____ Material for the task

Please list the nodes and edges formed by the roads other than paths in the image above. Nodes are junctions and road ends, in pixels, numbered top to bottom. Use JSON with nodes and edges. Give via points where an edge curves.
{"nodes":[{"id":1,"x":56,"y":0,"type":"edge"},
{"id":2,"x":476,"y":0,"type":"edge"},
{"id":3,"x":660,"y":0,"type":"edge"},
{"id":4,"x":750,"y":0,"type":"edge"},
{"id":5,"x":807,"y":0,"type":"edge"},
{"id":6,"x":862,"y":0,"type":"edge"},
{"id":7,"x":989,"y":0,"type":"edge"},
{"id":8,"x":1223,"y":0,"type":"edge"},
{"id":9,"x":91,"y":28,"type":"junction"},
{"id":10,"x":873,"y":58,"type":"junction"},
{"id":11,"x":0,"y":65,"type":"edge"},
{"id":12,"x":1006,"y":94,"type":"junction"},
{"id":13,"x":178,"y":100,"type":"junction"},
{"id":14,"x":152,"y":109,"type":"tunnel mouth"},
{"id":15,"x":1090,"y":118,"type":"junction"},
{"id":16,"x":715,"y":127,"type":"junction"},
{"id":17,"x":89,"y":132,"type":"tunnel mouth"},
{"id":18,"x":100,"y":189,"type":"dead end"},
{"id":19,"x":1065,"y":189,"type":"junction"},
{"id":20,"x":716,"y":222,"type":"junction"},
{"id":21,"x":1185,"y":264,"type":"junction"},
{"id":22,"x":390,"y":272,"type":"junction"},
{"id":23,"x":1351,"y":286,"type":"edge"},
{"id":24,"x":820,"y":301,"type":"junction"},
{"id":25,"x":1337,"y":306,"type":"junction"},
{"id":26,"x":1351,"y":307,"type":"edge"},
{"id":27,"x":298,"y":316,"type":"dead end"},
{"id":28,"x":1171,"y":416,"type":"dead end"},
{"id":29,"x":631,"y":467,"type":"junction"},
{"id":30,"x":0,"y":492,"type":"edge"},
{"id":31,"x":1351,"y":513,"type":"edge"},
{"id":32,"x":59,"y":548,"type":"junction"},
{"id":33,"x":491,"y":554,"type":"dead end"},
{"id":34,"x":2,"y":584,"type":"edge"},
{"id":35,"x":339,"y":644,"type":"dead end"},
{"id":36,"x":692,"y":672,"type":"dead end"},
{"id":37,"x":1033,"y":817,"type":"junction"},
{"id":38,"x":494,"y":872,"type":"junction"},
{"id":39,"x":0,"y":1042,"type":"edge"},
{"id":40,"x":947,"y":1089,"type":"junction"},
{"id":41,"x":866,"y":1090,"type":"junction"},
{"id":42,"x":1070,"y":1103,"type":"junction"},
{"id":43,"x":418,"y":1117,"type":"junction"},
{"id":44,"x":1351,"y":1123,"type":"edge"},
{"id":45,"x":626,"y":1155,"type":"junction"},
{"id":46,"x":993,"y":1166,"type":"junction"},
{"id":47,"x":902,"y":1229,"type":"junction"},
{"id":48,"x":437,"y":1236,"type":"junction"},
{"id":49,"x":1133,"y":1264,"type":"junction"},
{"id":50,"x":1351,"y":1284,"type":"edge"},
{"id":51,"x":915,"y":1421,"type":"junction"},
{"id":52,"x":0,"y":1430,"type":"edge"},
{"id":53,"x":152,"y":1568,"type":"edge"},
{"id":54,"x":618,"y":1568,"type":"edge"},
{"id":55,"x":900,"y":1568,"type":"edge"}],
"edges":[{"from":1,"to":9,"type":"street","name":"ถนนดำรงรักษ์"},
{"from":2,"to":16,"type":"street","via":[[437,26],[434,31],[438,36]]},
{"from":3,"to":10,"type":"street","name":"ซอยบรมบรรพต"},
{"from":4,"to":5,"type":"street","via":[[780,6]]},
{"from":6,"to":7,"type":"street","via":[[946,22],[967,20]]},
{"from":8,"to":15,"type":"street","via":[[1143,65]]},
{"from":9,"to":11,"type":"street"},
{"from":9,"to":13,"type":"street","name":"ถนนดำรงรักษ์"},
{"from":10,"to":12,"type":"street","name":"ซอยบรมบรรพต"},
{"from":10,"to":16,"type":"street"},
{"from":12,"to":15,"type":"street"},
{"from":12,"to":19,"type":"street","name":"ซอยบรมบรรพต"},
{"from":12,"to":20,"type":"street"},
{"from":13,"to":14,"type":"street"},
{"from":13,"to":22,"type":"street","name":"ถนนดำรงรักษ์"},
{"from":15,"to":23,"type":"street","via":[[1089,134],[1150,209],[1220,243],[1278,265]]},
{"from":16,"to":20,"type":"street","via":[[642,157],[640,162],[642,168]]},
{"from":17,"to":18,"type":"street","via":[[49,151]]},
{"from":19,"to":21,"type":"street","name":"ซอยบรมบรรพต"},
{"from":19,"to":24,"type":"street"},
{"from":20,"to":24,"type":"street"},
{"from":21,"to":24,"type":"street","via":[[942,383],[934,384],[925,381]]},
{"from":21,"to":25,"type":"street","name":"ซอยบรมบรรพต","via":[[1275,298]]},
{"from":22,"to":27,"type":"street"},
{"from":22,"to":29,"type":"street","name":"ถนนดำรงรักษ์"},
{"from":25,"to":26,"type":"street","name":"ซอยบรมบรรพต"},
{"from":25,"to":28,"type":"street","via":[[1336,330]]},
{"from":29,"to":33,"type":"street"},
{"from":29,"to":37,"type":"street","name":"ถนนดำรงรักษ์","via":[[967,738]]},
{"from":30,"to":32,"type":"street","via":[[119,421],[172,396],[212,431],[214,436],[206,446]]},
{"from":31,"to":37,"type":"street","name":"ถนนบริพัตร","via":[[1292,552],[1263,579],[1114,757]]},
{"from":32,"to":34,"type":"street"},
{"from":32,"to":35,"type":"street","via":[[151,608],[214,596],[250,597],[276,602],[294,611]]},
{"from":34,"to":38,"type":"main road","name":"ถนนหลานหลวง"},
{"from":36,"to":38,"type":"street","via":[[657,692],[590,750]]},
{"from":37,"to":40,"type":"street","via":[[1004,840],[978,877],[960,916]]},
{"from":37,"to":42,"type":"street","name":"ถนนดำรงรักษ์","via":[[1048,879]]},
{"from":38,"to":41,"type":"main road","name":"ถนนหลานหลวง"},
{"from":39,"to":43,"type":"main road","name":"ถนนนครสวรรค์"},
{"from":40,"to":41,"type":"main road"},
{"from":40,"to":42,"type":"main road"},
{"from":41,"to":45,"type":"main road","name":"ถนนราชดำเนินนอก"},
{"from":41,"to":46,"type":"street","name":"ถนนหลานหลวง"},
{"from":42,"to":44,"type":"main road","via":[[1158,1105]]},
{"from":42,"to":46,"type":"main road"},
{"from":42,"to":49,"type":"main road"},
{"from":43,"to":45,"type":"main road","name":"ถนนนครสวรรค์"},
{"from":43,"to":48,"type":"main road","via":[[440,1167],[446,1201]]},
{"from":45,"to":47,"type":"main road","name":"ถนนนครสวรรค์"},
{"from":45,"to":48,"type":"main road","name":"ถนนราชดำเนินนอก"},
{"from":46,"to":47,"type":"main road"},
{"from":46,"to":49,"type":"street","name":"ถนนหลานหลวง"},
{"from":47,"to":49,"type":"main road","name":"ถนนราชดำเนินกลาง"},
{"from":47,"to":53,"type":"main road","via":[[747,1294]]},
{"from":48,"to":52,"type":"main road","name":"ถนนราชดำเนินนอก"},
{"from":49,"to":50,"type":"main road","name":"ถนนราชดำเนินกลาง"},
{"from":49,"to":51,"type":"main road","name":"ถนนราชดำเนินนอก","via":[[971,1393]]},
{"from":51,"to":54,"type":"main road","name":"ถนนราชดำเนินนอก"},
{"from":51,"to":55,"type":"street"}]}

________

Exercise description:
From the data above, show each line that contains "tunnel".

Task result:
{"id":14,"x":152,"y":109,"type":"tunnel mouth"},
{"id":17,"x":89,"y":132,"type":"tunnel mouth"},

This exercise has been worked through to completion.